Records from a data collection:
◇ ◇ ◇ ◇
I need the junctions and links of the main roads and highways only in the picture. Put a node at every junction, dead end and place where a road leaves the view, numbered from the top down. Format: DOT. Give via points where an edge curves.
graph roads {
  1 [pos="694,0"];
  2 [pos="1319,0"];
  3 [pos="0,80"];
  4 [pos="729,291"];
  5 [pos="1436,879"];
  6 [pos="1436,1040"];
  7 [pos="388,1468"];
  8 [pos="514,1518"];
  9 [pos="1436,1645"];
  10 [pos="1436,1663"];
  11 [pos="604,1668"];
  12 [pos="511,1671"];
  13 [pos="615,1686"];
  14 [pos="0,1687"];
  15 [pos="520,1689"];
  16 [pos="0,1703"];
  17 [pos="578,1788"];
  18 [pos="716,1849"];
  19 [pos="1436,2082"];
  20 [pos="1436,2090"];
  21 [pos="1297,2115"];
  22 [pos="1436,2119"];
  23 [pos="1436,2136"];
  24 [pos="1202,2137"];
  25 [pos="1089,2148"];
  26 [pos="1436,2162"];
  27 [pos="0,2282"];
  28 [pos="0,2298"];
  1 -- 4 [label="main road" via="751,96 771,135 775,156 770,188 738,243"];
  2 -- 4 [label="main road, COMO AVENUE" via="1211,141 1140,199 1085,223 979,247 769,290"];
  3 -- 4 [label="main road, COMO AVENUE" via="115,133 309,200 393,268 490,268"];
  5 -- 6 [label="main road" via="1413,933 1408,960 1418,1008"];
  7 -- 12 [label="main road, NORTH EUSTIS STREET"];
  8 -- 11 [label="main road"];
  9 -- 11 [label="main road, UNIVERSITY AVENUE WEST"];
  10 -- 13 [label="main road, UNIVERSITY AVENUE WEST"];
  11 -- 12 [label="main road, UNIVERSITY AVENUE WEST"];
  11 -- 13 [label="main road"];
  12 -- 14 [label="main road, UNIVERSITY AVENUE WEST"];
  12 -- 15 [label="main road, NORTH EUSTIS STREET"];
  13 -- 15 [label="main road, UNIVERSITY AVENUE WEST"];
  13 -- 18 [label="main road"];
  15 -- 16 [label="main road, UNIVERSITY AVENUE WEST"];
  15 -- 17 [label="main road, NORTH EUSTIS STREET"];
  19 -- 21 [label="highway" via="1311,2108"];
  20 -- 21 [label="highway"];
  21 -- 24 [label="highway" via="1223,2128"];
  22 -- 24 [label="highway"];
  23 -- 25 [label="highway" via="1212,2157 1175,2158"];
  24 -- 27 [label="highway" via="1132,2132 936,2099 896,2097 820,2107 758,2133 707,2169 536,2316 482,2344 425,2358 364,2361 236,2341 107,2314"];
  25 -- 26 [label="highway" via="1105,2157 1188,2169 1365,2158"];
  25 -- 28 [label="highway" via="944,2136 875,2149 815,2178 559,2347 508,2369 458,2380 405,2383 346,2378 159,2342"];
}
◇ ◇ ◇ ◇
◆ PROBLEM
Search the data for "STREET". Copy every matching line.

◆ TASK RESULT
  7 -- 12 [label="main road, NORTH EUSTIS STREET"];
  12 -- 15 [label="main road, NORTH EUSTIS STREET"];
  15 -- 17 [label="main road, NORTH EUSTIS STREET"];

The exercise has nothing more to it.